- _TASK OBJECTIVE_: In the listing below, find each line with the string "Grey" and return it.

- _INPUT MATERIAL_:
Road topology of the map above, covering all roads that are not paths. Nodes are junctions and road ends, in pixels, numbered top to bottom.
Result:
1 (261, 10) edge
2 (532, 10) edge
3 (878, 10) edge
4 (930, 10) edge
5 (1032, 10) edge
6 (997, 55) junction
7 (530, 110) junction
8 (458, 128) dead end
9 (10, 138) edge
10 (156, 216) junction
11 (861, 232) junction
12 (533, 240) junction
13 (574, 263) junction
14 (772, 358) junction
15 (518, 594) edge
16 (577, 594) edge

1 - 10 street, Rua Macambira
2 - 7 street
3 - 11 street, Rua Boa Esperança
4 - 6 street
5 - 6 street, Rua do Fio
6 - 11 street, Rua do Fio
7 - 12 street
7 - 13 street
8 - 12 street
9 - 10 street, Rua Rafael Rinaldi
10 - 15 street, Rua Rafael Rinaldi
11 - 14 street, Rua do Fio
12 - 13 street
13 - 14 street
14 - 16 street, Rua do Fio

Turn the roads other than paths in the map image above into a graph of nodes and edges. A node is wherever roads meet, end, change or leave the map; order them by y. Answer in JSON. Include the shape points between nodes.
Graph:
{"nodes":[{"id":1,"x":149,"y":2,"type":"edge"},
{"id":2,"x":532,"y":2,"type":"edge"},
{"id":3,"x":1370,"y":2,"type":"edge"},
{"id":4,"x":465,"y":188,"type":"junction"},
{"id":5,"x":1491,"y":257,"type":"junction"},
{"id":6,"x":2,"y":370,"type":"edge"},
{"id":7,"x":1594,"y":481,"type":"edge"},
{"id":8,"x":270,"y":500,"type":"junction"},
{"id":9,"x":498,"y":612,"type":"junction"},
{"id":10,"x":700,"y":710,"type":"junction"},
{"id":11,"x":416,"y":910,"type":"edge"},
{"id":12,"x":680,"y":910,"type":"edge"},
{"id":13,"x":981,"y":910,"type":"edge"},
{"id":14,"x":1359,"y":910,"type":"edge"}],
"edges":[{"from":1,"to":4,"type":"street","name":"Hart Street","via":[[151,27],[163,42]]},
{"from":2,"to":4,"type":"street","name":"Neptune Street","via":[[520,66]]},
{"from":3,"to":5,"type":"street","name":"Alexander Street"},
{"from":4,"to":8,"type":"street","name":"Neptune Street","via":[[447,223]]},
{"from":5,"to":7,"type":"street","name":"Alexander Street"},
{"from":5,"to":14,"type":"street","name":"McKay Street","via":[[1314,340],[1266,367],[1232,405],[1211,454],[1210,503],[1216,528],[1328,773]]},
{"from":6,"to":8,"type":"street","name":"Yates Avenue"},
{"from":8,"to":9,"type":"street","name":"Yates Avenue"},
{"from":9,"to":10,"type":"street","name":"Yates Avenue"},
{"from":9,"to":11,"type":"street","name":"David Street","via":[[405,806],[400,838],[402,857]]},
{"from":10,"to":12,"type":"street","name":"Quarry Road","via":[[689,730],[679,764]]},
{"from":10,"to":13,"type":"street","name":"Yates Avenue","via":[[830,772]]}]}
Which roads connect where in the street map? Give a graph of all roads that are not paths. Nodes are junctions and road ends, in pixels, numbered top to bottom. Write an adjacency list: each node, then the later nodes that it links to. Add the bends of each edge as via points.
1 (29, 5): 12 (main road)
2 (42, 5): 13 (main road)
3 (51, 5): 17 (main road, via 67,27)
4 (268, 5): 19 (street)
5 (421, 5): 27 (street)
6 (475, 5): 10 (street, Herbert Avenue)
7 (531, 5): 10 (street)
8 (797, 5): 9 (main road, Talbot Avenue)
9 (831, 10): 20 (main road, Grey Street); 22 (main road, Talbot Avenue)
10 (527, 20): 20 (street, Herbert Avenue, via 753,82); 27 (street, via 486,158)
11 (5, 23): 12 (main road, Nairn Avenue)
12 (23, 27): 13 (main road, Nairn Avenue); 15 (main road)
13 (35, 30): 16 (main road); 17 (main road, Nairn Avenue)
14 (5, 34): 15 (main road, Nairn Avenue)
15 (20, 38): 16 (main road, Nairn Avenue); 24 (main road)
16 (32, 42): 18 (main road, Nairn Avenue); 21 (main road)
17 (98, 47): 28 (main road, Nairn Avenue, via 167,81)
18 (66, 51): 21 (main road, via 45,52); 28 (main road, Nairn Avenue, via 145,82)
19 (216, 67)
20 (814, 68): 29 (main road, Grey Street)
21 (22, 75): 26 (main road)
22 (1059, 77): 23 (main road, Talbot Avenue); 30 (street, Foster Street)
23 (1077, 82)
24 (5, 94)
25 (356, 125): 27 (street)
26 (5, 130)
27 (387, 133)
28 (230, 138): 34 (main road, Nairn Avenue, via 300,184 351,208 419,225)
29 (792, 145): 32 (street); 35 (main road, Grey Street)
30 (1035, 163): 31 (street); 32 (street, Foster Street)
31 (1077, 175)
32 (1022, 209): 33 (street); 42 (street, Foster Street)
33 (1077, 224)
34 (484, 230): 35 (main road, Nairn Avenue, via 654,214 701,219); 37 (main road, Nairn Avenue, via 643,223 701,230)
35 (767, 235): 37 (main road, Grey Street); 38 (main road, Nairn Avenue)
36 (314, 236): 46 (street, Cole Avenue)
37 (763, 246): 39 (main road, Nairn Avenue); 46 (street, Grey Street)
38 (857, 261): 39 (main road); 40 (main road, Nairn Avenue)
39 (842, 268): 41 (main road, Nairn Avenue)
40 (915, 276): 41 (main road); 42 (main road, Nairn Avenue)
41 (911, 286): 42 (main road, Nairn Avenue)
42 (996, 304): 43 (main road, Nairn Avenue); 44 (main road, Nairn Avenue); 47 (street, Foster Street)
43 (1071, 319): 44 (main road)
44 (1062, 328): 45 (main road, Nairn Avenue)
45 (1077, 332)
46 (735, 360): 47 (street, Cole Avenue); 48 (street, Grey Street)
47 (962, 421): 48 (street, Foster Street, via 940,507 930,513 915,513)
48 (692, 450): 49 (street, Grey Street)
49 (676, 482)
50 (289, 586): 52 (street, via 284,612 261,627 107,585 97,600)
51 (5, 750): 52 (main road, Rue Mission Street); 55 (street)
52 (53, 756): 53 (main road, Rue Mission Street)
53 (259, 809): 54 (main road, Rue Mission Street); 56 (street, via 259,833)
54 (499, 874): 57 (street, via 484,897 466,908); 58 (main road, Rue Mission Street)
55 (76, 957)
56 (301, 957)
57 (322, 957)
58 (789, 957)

- _THE COMPLETED TASK_:
9 (831, 10): 20 (main road, Grey Street); 22 (main road, Talbot Avenue)
20 (814, 68): 29 (main road, Grey Street)
29 (792, 145): 32 (street); 35 (main road, Grey Street)
35 (767, 235): 37 (main road, Grey Street); 38 (main road, Nairn Avenue)
37 (763, 246): 39 (main road, Nairn Avenue); 46 (street, Grey Street)
46 (735, 360): 47 (street, Cole Avenue); 48 (street, Grey Street)
48 (692, 450): 49 (street, Grey Street)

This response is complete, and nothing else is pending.